27 de Mai, 2026
Pantanal de MS entra na rota dos créditos ambientais para financiar preservação da biodiversidade
27 de Mai, 2026

Mato Grosso do Sul deu mais um passo na implantação de um modelo de créditos de biodiversidade voltado à preservação do Pantanal. A iniciativa será apresentada no próximo dia 27 de maio, em Campo Grande, durante encontro que reunirá representantes do poder público, organizações ambientais, pesquisadores e parceiros técnicos para discutir mecanismos financeiros destinados à conservação ambiental de longo prazo.

O evento será realizado a partir das 14h, no Hotel Deville, e marca uma nova etapa do projeto “Mecanismo de Créditos de Biodiversidade para o Parque Estadual do Pantanal do Rio Negro (PEPRN)”.

A proposta utiliza o Parque Estadual do Pantanal do Rio Negro como área piloto para implantação de mecanismos inovadores de financiamento ambiental, com potencial de expansão para outras áreas protegidas do país.

O projeto é financiado pelo Fundo Global para o Meio Ambiente (GEF), dentro do programa “Estratégias de Conservação, Restauração e Manejo para a biodiversidade da Caatinga, Pampa e Pantanal (GEF Terrestre)”, coordenado pelo Ministério do Meio Ambiente (MMA). O Banco Interamericano de Desenvolvimento (BID) atua como agência implementadora e o Fundo Brasileiro para a Biodiversidade (FUNBIO) como executor.

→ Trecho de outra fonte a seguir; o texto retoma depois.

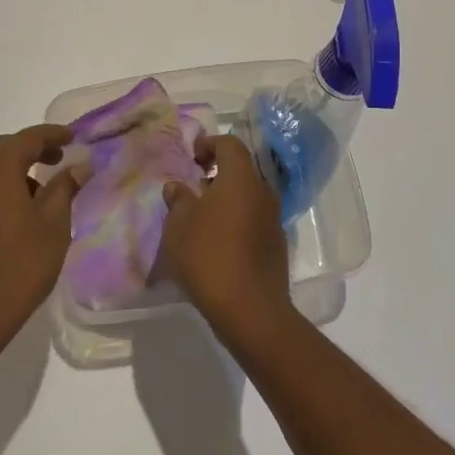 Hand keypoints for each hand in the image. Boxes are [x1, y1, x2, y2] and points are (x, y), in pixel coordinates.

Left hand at [0, 124, 77, 367]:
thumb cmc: (19, 265)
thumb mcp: (53, 224)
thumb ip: (66, 188)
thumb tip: (79, 166)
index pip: (29, 138)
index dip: (54, 134)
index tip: (75, 137)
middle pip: (7, 148)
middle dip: (35, 147)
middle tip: (61, 157)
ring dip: (19, 167)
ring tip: (46, 187)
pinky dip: (6, 185)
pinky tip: (25, 210)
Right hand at [161, 133, 292, 345]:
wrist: (251, 310)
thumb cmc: (210, 257)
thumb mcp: (179, 226)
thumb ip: (178, 200)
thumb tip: (177, 187)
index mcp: (241, 179)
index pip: (230, 144)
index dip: (209, 145)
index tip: (192, 159)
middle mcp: (263, 192)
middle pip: (241, 170)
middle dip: (217, 173)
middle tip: (193, 188)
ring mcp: (273, 220)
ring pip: (248, 196)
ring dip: (227, 199)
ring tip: (202, 218)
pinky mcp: (276, 245)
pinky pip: (253, 219)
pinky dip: (236, 220)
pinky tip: (217, 243) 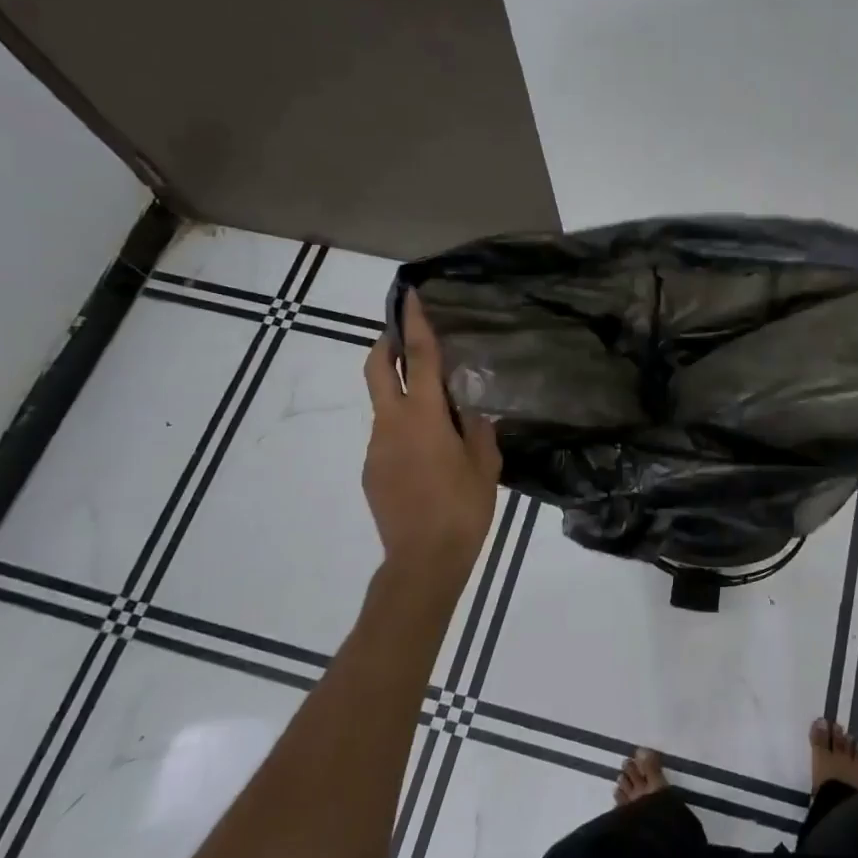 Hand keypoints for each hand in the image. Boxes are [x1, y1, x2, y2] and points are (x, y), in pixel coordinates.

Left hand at [363, 292, 501, 581]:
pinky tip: (428, 457)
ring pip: (385, 406)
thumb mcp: (485, 466)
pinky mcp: (371, 470)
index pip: (416, 358)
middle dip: (385, 343)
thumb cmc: (462, 509)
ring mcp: (376, 447)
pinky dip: (404, 431)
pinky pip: (387, 437)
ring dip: (403, 396)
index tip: (411, 297)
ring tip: (438, 418)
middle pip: (377, 369)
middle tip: (404, 334)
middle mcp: (391, 424)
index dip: (414, 324)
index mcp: (424, 418)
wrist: (422, 561)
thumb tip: (470, 411)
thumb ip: (478, 430) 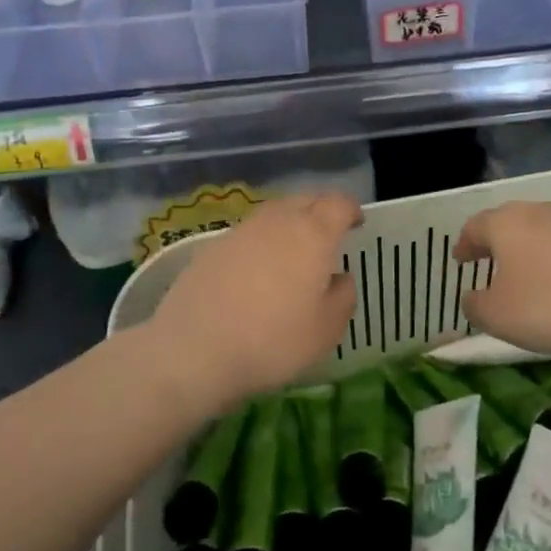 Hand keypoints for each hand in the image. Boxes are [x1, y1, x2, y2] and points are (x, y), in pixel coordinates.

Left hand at [147, 192, 360, 407]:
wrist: (194, 350)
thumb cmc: (273, 341)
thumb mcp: (325, 330)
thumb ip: (343, 297)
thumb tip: (341, 277)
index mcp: (313, 234)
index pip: (337, 204)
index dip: (350, 209)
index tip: (357, 223)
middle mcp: (277, 222)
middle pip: (304, 200)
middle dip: (320, 211)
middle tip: (328, 234)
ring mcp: (241, 232)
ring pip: (273, 214)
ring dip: (289, 224)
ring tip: (293, 252)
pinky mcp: (212, 247)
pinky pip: (248, 234)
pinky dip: (260, 243)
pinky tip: (258, 271)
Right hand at [454, 201, 550, 363]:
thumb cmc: (549, 307)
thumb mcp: (497, 316)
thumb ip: (474, 305)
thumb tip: (471, 296)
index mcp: (505, 223)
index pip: (475, 226)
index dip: (464, 244)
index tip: (459, 259)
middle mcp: (537, 212)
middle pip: (507, 221)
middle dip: (494, 240)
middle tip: (485, 260)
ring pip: (537, 229)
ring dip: (525, 248)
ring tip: (521, 273) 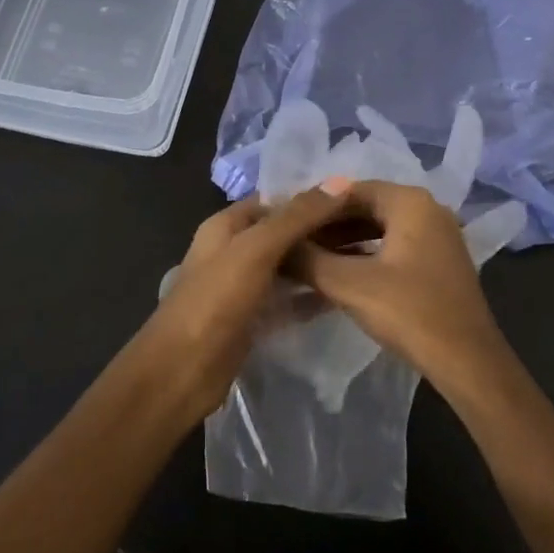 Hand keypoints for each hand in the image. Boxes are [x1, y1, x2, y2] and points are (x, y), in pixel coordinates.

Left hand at [130, 185, 348, 419]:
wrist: (181, 371)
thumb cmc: (215, 301)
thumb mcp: (256, 249)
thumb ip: (296, 217)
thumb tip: (340, 181)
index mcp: (226, 225)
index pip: (275, 199)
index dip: (312, 196)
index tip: (357, 197)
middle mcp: (234, 250)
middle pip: (284, 232)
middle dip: (321, 230)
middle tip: (371, 230)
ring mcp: (244, 287)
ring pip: (289, 266)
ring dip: (320, 262)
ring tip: (366, 258)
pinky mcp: (254, 319)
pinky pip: (289, 299)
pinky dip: (312, 295)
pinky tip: (345, 293)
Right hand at [290, 180, 516, 401]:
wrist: (467, 362)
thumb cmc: (410, 312)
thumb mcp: (349, 284)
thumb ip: (307, 259)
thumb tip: (273, 245)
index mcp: (410, 201)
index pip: (349, 190)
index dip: (312, 206)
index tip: (283, 223)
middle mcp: (427, 209)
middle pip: (365, 207)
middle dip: (326, 226)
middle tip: (290, 243)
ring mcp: (437, 237)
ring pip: (378, 230)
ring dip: (343, 243)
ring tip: (306, 260)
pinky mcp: (438, 263)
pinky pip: (393, 248)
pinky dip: (364, 256)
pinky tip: (337, 275) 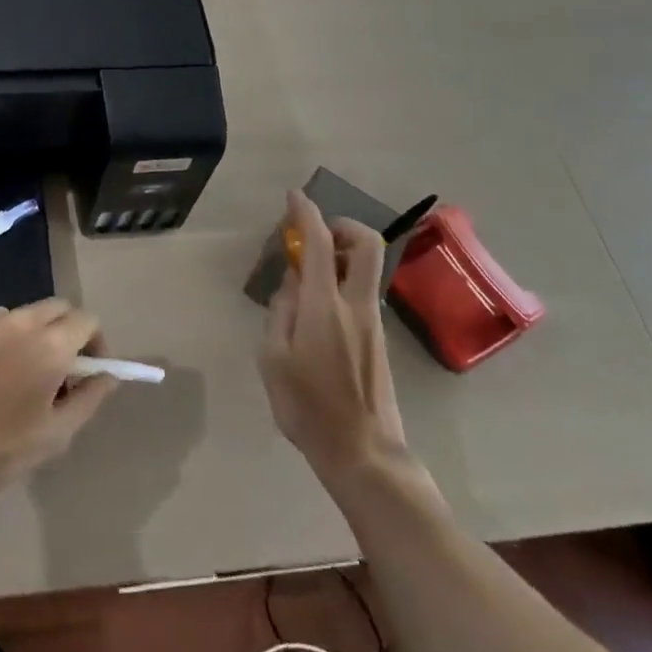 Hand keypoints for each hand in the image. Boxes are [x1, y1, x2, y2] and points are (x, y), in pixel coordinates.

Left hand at [0, 299, 119, 533]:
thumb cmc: (2, 453)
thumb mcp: (57, 433)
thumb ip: (90, 398)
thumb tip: (108, 375)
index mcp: (49, 345)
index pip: (87, 320)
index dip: (96, 343)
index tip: (90, 372)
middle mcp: (21, 321)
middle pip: (60, 308)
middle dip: (70, 332)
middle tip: (65, 372)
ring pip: (31, 313)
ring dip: (42, 332)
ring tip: (31, 374)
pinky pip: (3, 321)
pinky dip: (13, 336)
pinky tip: (1, 373)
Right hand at [260, 190, 409, 484]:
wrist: (364, 455)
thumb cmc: (308, 408)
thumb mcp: (273, 359)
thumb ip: (280, 312)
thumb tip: (292, 285)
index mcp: (325, 306)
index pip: (319, 242)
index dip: (305, 212)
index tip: (293, 196)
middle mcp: (356, 305)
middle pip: (366, 244)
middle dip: (342, 225)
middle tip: (314, 233)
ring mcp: (373, 322)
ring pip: (366, 268)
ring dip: (340, 254)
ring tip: (305, 275)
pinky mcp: (378, 339)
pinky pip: (361, 292)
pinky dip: (341, 280)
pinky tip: (315, 309) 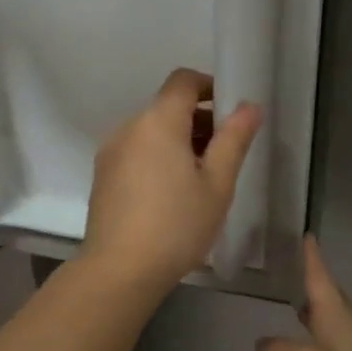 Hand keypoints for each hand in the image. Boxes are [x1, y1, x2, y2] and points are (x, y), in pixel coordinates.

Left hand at [80, 68, 261, 291]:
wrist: (119, 270)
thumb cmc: (176, 225)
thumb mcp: (217, 184)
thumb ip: (234, 139)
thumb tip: (249, 106)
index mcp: (157, 121)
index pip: (183, 81)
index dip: (209, 86)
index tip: (230, 112)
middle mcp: (128, 127)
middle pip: (167, 107)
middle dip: (198, 120)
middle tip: (224, 154)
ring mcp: (110, 152)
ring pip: (150, 131)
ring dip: (177, 140)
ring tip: (200, 179)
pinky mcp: (102, 175)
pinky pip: (135, 151)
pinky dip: (156, 157)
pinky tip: (171, 193)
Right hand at [256, 237, 351, 350]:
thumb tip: (266, 343)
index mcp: (337, 321)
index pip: (321, 280)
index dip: (312, 259)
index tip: (308, 236)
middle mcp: (350, 335)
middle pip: (332, 302)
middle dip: (315, 286)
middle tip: (297, 271)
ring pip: (333, 328)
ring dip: (315, 316)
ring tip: (296, 309)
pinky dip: (316, 345) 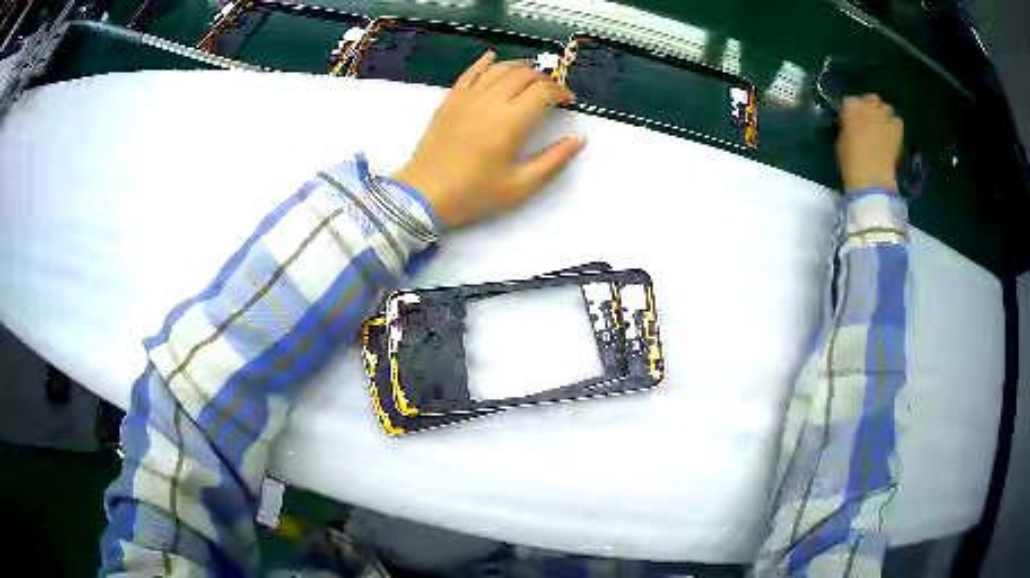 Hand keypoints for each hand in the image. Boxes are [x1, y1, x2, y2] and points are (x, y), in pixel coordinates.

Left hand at [392, 51, 586, 227]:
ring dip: (519, 67)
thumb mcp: (521, 186)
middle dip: (544, 79)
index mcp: (512, 122)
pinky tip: (492, 57)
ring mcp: (467, 97)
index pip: (544, 91)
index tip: (568, 101)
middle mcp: (491, 101)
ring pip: (499, 68)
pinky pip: (470, 72)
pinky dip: (485, 62)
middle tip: (551, 93)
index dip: (561, 91)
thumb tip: (579, 139)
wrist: (424, 194)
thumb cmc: (475, 194)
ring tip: (530, 75)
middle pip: (524, 75)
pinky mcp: (450, 100)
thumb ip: (554, 161)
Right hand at [836, 94, 903, 192]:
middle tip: (871, 119)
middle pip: (871, 98)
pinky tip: (893, 134)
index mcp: (850, 109)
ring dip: (884, 114)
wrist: (871, 178)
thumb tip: (851, 127)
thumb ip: (847, 129)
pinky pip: (898, 121)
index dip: (853, 109)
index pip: (851, 101)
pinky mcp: (896, 130)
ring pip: (886, 107)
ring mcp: (884, 118)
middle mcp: (867, 108)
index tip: (854, 118)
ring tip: (883, 126)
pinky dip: (895, 125)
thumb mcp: (842, 142)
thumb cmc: (851, 162)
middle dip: (871, 106) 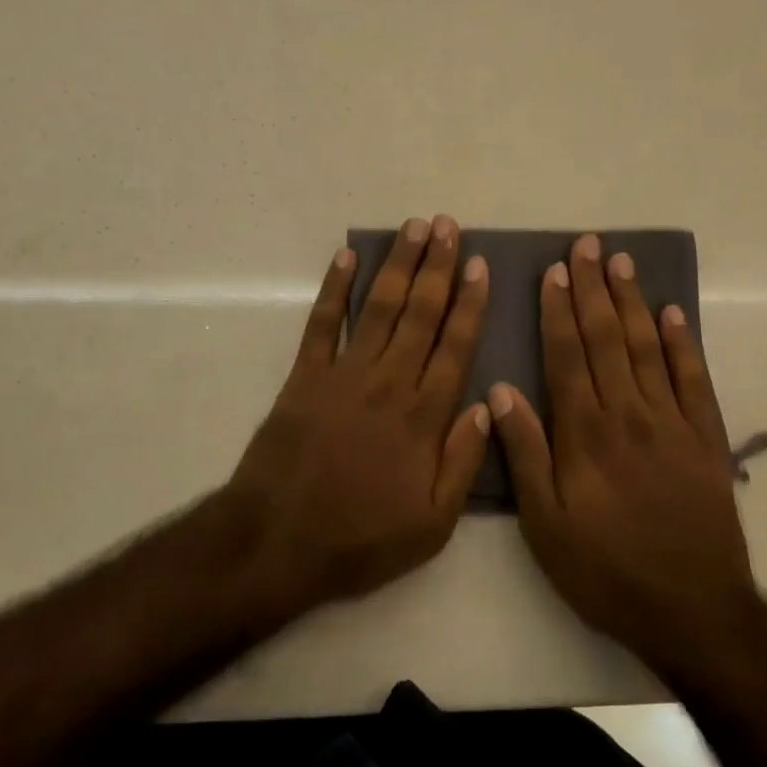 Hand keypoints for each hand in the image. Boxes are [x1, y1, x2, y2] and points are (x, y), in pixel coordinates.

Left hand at [231, 215, 490, 613]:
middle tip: (449, 226)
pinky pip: (322, 323)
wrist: (278, 540)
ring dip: (398, 264)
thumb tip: (488, 405)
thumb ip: (464, 462)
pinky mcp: (305, 377)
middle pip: (420, 313)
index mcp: (424, 416)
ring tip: (414, 228)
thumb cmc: (361, 537)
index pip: (455, 346)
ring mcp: (344, 374)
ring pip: (379, 307)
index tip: (479, 265)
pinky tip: (346, 257)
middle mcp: (389, 382)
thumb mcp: (433, 523)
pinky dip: (334, 288)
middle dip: (437, 267)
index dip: (470, 303)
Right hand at [490, 233, 754, 675]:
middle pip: (608, 338)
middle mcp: (629, 414)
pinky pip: (695, 379)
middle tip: (590, 245)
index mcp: (586, 433)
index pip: (568, 355)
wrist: (693, 609)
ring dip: (634, 302)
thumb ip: (524, 453)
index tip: (555, 270)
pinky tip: (673, 314)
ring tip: (623, 263)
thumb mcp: (545, 525)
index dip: (559, 310)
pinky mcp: (707, 439)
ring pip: (649, 348)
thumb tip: (501, 390)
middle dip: (595, 289)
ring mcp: (673, 423)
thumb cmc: (606, 570)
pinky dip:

A realização do encontro é coordenada pela Wetlands International Brasil e pela Mupan – Mulheres em Ação no Pantanal, em parceria com o Instituto de Meio Ambiente de Mato Grosso do Sul (Imasul) e a Secretaria de Meio Ambiente, Desenvolvimento, Ciência, Tecnologia e Inovação (Semadesc).

A iniciativa dá continuidade aos estudos técnicos realizados entre 2024 e 2025, que identificaram potencial da unidade de conservação para geração de créditos ambientais e implantação de soluções baseadas na natureza.

Em julho de 2025, a análise de viabilidade do projeto foi oficialmente entregue à Semadesc e ao Imasul, consolidando uma agenda conjunta entre governo, sociedade civil e parceiros técnicos.

Os estudos apontaram oportunidades especialmente ligadas aos créditos de biodiversidade, fortalecendo o parque estadual como referência em modelos de financiamento ambiental sustentável.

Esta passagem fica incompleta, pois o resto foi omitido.